Collected data entries:
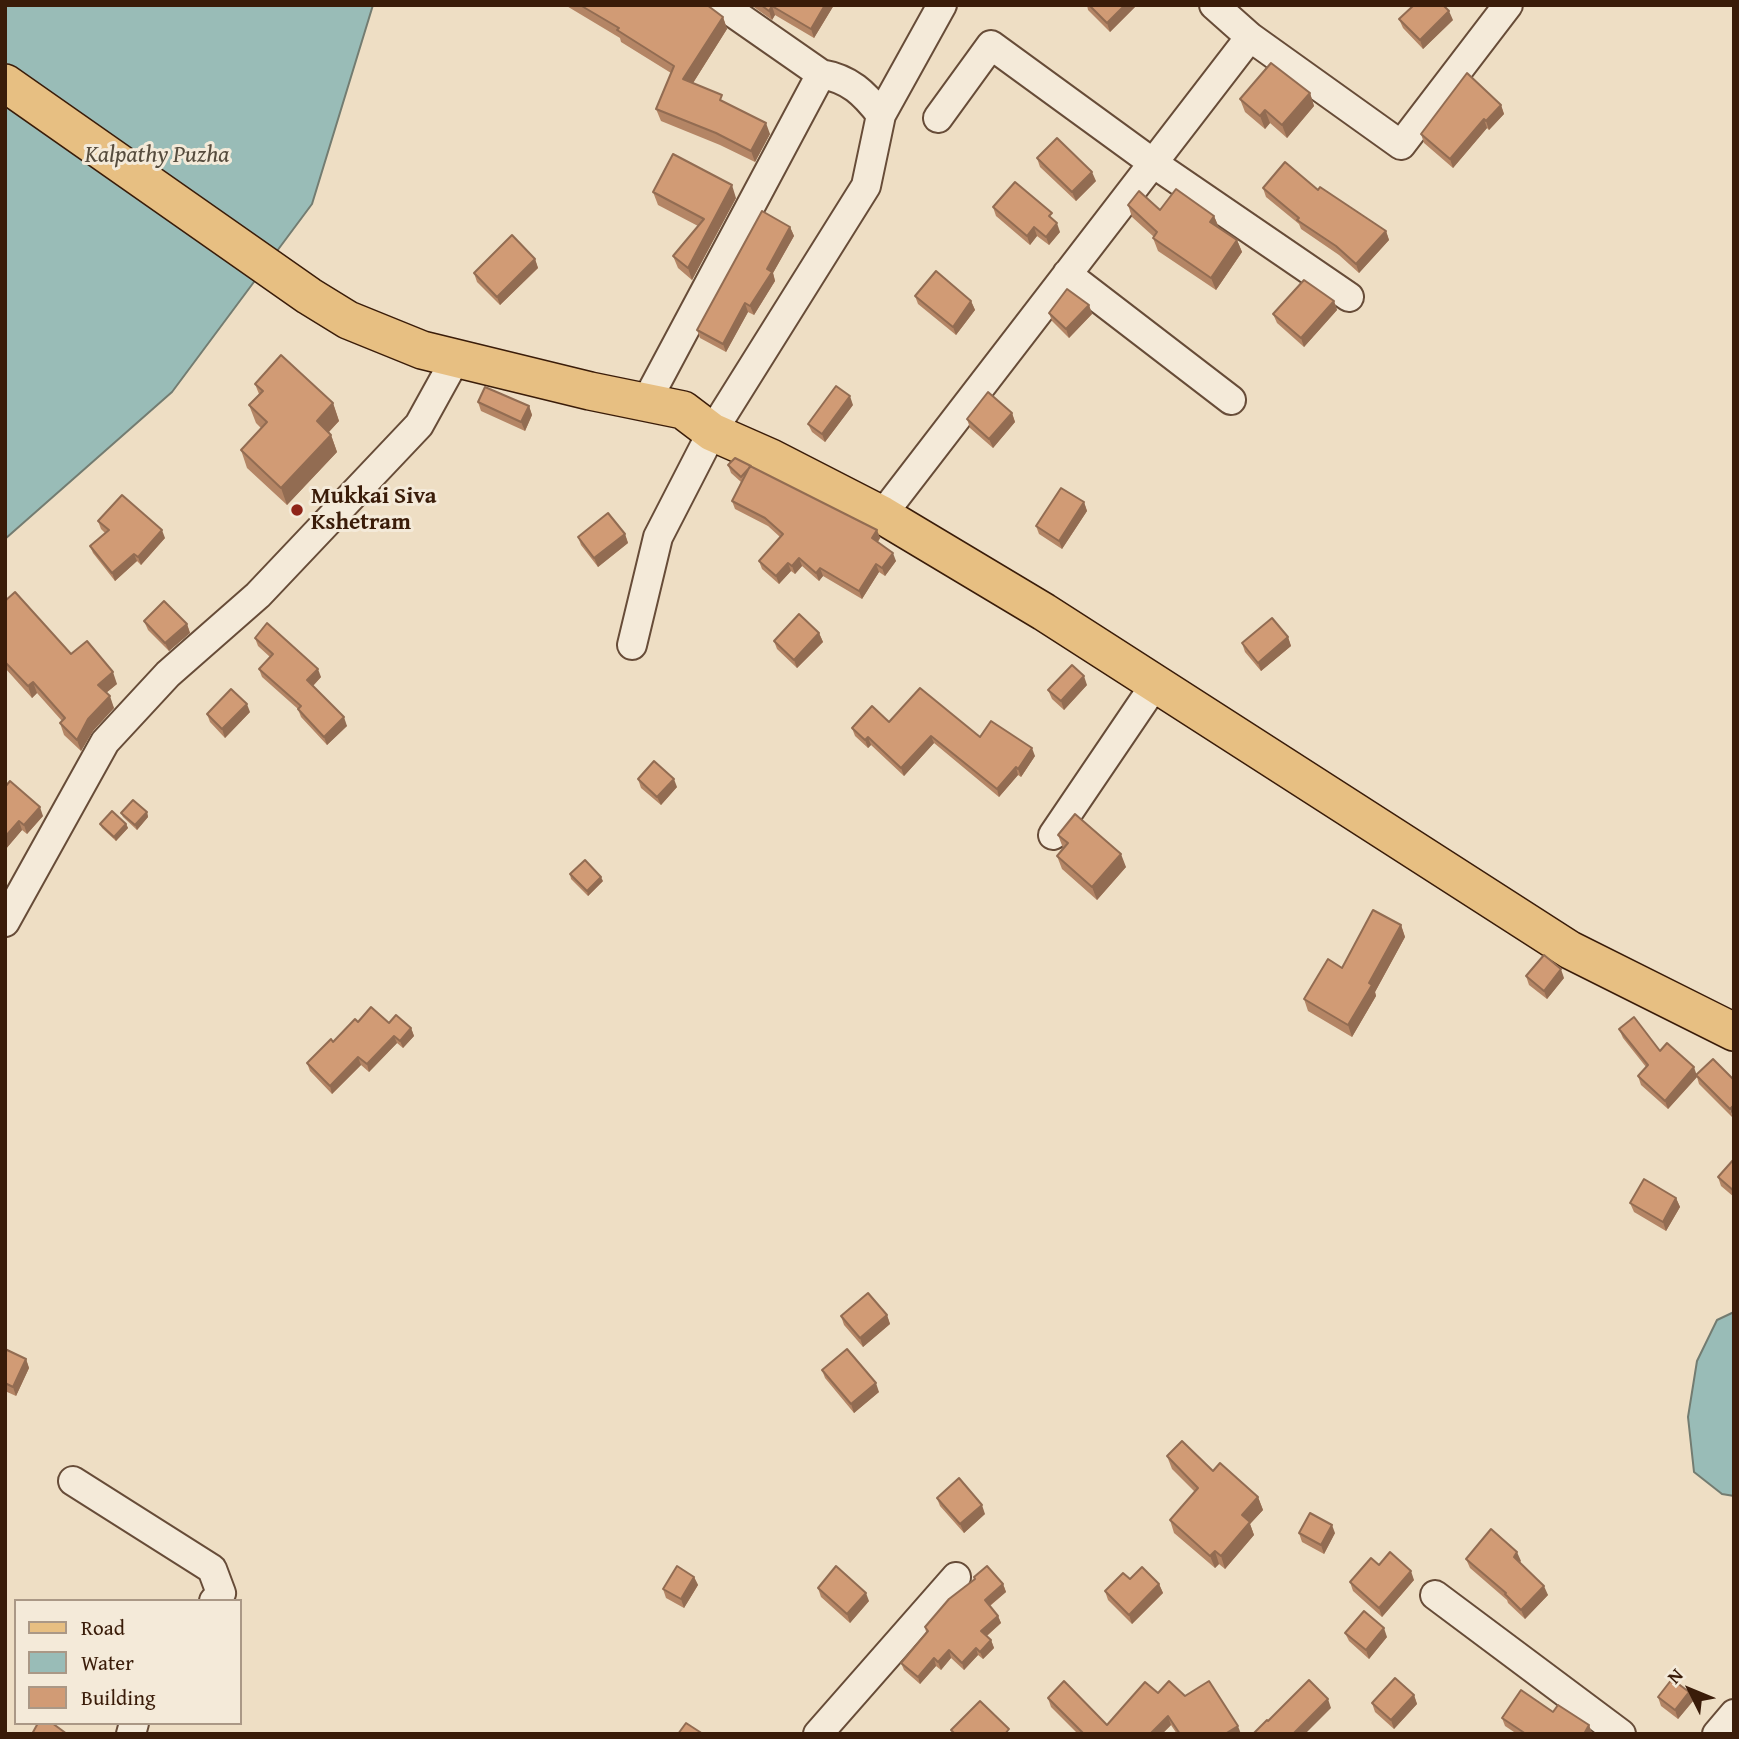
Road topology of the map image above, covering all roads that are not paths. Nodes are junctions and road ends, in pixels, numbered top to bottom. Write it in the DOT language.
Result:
graph roads {
  1 [pos="722,5"];
  2 [pos="942,5"];
  3 [pos="1214,5"];
  4 [pos="1496,10"];
  5 [pos="1250,37"];
  6 [pos="821,74"];
  7 [pos="5,83"];
  8 [pos="881,115"];
  9 [pos="938,118"];
  10 [pos="1153,163"];
  11 [pos="1068,275"];
  12 [pos="1349,297"];
  13 [pos="456,358"];
  14 [pos="1231,400"];
  15 [pos="646,402"];
  16 [pos="712,432"];
  17 [pos="882,515"];
  18 [pos="632,645"];
  19 [pos="1156,684"];
  20 [pos="1053,835"];
  21 [pos="5,922"];
  22 [pos="1734,1032"];
  23 [pos="73,1481"];
  24 [pos="956,1577"];
  25 [pos="1435,1595"];
  26 [pos="216,1599"];
  27 [pos="1734,1714"];
  28 [pos="818,1734"];
  29 [pos="1621,1734"];
  30 [pos="1717,1734"];
  1 -- 6 [label="street"];
  2 -- 8 [label="street"];
  3 -- 5 [label="street"];
  4 -- 5 [label="street"];
  5 -- 10 [label="street"];
  6 -- 8 [label="street"];
  6 -- 15 [label="street"];
  7 -- 13 [label="main road"];
  8 -- 16 [label="street"];
  9 -- 10 [label="street"];
  10 -- 11 [label="street"];
  10 -- 12 [label="street"];
  11 -- 14 [label="street"];
  11 -- 17 [label="street"];
  13 -- 15 [label="main road"];
  13 -- 21 [label="street"];
  15 -- 16 [label="main road"];
  16 -- 17 [label="main road"];
  16 -- 18 [label="street"];
  17 -- 19 [label="main road"];
  19 -- 20 [label="street"];
  19 -- 22 [label="main road"];
  23 -- 26 [label="street"];
  24 -- 28 [label="street"];
  25 -- 29 [label="street"];
  27 -- 30 [label="street"];
}
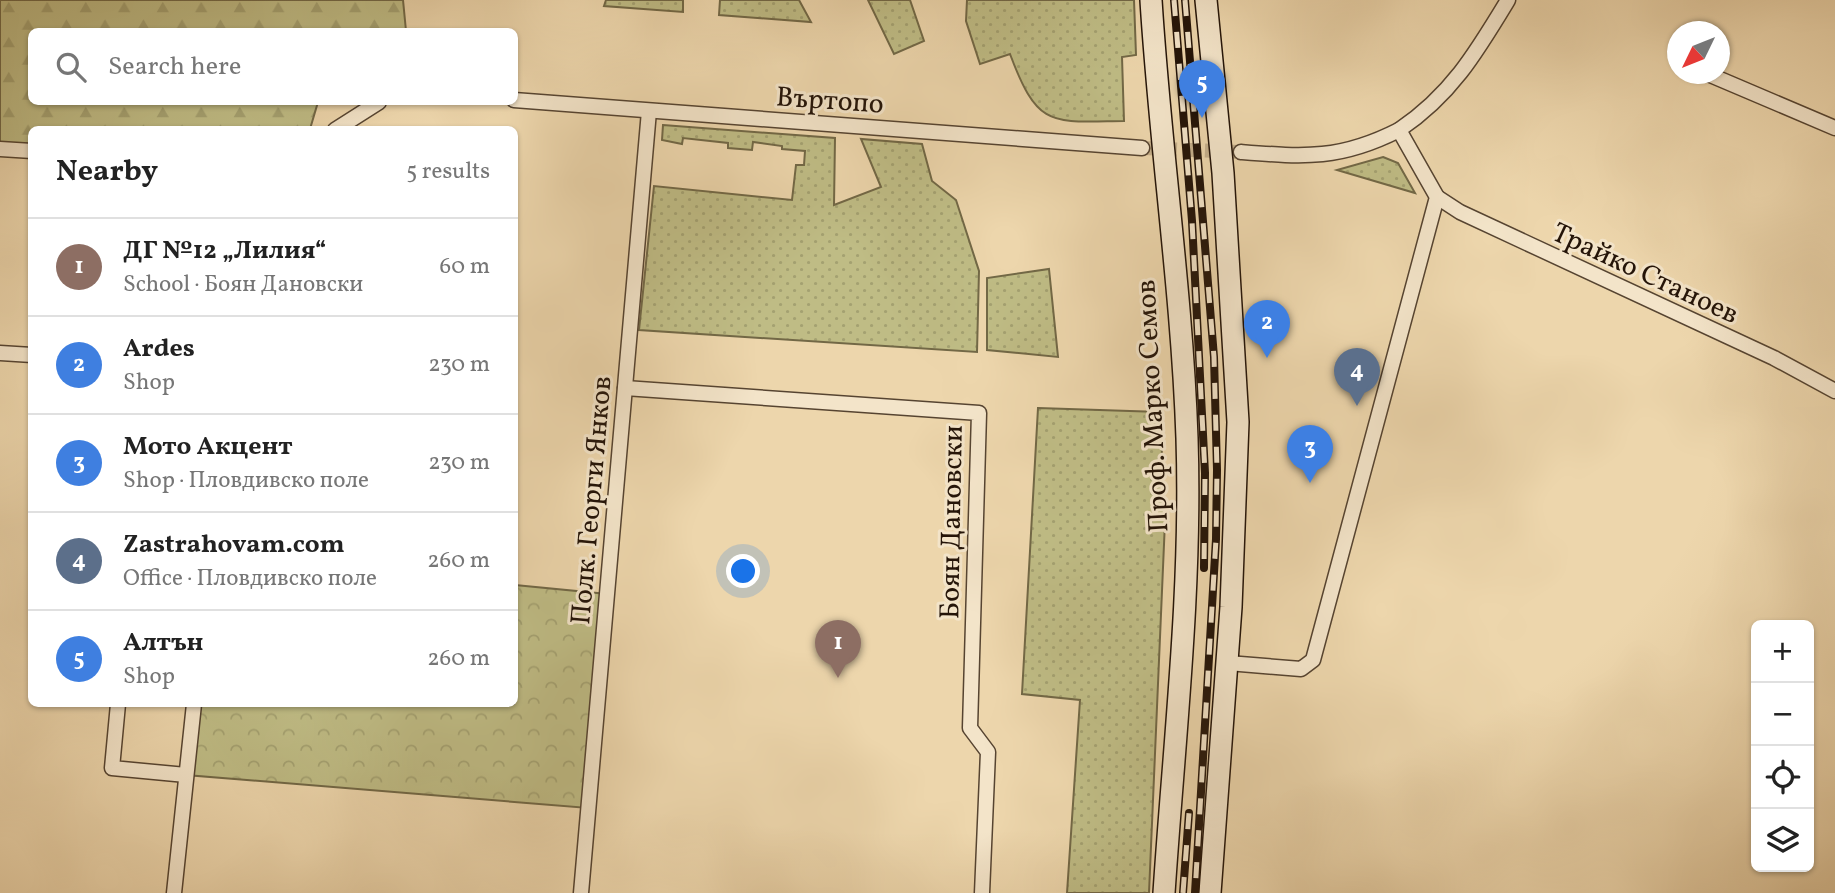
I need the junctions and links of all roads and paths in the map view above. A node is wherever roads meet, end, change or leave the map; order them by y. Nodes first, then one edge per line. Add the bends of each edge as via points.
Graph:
1 (1151, 0) edge
2 (1206, 0) edge
3 (1508, 0) edge
4 (1730, 83) edge
5 (518, 100) edge
6 (375, 105) edge
7 (649, 111) junction
8 (341, 126) edge
9 (1835, 128) edge
10 (1399, 130) junction
11 (1142, 148) tunnel mouth
12 (0, 149) edge
13 (28, 151) edge
14 (1241, 152) tunnel mouth
15 (1437, 197) junction
16 (0, 353) edge
17 (28, 355) edge
18 (625, 388) junction
19 (1835, 391) edge
20 (1228, 663) junction
21 (118, 707) edge
22 (194, 707) edge
23 (186, 775) junction
24 (174, 893) edge
25 (580, 893) edge
26 (982, 893) edge
27 (1164, 893) edge
28 (1210, 893) edge

1 - 27 main road, Проф. Марко Семов via 1187,439 1187,527
2 - 20 main road via 1223,173 1238,422
3 - 10 street via 1452,86 1428,111
4 - 9 street
5 - 7 street, Въртопо
6 - 8 street
7 - 11 street, Въртопо
7 - 18 street, Полк. Георги Янков
10 - 14 street via 1323,156
10 - 15 street
12 - 13 street
15 - 19 street, Трайко Станоев
15 - 20 street via 1313,660 1301,668
16 - 17 street
18 - 25 street, Полк. Георги Янков
18 - 26 street, Боян Дановски via 979,413 970,728 988,752
20 - 28 main road
21 - 23 street via 112,768
22 - 23 street
23 - 24 street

Task goal: If an entry contains a picture, leave it out and repeat the rest exactly.

Task answer:
Road topology of the map image above, covering all roads that are not paths. Nodes are junctions and road ends, in pixels, numbered top to bottom. Write it in the DOT language.
Result:
graph roads {
  1 [pos="722,5"];
  2 [pos="942,5"];
  3 [pos="1214,5"];
  4 [pos="1496,10"];
  5 [pos="1250,37"];
  6 [pos="821,74"];
  7 [pos="5,83"];
  8 [pos="881,115"];
  9 [pos="938,118"];
  10 [pos="1153,163"];
  11 [pos="1068,275"];
  12 [pos="1349,297"];
  13 [pos="456,358"];
  14 [pos="1231,400"];
  15 [pos="646,402"];
  16 [pos="712,432"];
  17 [pos="882,515"];
  18 [pos="632,645"];
  19 [pos="1156,684"];
  20 [pos="1053,835"];
  21 [pos="5,922"];
  22 [pos="1734,1032"];
  23 [pos="73,1481"];
  24 [pos="956,1577"];
  25 [pos="1435,1595"];
  26 [pos="216,1599"];
  27 [pos="1734,1714"];
  28 [pos="818,1734"];
  29 [pos="1621,1734"];
  30 [pos="1717,1734"];
  1 -- 6 [label="street"];
  2 -- 8 [label="street"];
  3 -- 5 [label="street"];
  4 -- 5 [label="street"];
  5 -- 10 [label="street"];
  6 -- 8 [label="street"];
  6 -- 15 [label="street"];
  7 -- 13 [label="main road"];
  8 -- 16 [label="street"];
  9 -- 10 [label="street"];
  10 -- 11 [label="street"];
  10 -- 12 [label="street"];
  11 -- 14 [label="street"];
  11 -- 17 [label="street"];
  13 -- 15 [label="main road"];
  13 -- 21 [label="street"];
  15 -- 16 [label="main road"];
  16 -- 17 [label="main road"];
  16 -- 18 [label="street"];
  17 -- 19 [label="main road"];
  19 -- 20 [label="street"];
  19 -- 22 [label="main road"];
  23 -- 26 [label="street"];
  24 -- 28 [label="street"];
  25 -- 29 [label="street"];
  27 -- 30 [label="street"];
}
I need the junctions and links of all roads and paths in the map view above. A node is wherever roads meet, end, change or leave the map; order them by y. Nodes first, then one edge per line. Add the bends of each edge as via points.
Graph:
1 (1151, 0) edge
2 (1206, 0) edge
3 (1508, 0) edge
4 (1730, 83) edge
5 (518, 100) edge
6 (375, 105) edge
7 (649, 111) junction
8 (341, 126) edge
9 (1835, 128) edge
10 (1399, 130) junction
11 (1142, 148) tunnel mouth
12 (0, 149) edge
13 (28, 151) edge
14 (1241, 152) tunnel mouth
15 (1437, 197) junction
16 (0, 353) edge
17 (28, 355) edge
18 (625, 388) junction
19 (1835, 391) edge
20 (1228, 663) junction
21 (118, 707) edge
22 (194, 707) edge
23 (186, 775) junction
24 (174, 893) edge
25 (580, 893) edge
26 (982, 893) edge
27 (1164, 893) edge
28 (1210, 893) edge

1 - 27 main road, Проф. Марко Семов via 1187,439 1187,527
2 - 20 main road via 1223,173 1238,422
3 - 10 street via 1452,86 1428,111
4 - 9 street
5 - 7 street, Въртопо
6 - 8 street
7 - 11 street, Въртопо
7 - 18 street, Полк. Георги Янков
10 - 14 street via 1323,156
10 - 15 street
12 - 13 street
15 - 19 street, Трайко Станоев
15 - 20 street via 1313,660 1301,668
16 - 17 street
18 - 25 street, Полк. Георги Янков
18 - 26 street, Боян Дановски via 979,413 970,728 988,752
20 - 28 main road
21 - 23 street via 112,768
22 - 23 street
23 - 24 street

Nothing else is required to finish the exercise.